__Required action__: Which lines mention "place"? Show each one from the listing.

__Task material__:
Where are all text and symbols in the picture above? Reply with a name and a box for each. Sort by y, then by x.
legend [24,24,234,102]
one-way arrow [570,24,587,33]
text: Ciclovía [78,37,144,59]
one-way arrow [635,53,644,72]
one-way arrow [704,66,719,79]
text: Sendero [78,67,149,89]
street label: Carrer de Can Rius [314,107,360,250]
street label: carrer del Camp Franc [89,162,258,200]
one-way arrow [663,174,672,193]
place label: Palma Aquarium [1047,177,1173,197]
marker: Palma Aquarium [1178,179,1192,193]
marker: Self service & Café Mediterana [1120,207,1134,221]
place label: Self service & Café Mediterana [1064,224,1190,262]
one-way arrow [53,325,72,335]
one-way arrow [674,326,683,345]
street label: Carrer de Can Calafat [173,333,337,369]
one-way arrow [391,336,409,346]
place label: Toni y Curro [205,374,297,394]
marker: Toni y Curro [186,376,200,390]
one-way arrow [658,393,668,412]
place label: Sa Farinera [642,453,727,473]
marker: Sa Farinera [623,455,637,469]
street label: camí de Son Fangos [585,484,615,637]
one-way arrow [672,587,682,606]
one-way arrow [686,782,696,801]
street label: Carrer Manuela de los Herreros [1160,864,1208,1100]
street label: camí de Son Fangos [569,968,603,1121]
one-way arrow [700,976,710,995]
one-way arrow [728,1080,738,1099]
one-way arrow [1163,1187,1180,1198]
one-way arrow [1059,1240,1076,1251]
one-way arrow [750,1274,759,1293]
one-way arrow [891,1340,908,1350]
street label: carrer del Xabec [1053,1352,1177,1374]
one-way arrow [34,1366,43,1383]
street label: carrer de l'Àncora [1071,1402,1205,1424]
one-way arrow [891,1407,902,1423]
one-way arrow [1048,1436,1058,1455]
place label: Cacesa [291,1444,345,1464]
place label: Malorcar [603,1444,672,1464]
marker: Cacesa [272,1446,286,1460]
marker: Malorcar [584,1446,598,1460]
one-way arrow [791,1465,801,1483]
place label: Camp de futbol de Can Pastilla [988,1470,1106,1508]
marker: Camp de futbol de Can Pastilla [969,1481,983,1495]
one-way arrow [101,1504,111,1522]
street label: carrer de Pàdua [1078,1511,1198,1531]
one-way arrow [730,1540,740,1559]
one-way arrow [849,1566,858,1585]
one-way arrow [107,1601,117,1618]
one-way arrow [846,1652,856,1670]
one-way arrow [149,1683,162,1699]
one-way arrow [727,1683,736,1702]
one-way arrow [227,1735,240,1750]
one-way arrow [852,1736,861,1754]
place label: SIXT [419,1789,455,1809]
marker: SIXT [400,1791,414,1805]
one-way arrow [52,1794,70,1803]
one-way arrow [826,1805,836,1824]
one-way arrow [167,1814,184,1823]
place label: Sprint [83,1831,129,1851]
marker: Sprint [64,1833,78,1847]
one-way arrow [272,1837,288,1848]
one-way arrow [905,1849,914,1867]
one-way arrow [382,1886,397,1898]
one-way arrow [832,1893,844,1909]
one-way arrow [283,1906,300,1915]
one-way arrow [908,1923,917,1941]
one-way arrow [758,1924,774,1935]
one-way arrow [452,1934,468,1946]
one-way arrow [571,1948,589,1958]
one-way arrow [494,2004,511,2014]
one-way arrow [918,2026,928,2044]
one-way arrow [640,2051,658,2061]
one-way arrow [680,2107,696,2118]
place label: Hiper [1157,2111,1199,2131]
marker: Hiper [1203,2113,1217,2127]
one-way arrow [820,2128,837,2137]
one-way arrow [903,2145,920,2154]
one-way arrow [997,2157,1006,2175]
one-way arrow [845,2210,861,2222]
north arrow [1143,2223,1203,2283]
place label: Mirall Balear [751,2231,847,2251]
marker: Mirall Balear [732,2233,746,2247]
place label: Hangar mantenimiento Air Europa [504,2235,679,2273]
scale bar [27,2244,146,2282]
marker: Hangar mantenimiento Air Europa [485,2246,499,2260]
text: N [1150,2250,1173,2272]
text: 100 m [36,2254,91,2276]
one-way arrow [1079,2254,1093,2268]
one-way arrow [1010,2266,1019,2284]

__Task response__:
place label: Palma Aquarium [1047,177,1173,197]
place label: Self service & Café Mediterana [1064,224,1190,262]
place label: Toni y Curro [205,374,297,394]
place label: Sa Farinera [642,453,727,473]
place label: Cacesa [291,1444,345,1464]
place label: Malorcar [603,1444,672,1464]
place label: Camp de futbol de Can Pastilla [988,1470,1106,1508]
place label: SIXT [419,1789,455,1809]
place label: Sprint [83,1831,129,1851]
place label: Hiper [1157,2111,1199,2131]
place label: Mirall Balear [751,2231,847,2251]
place label: Hangar mantenimiento Air Europa [504,2235,679,2273]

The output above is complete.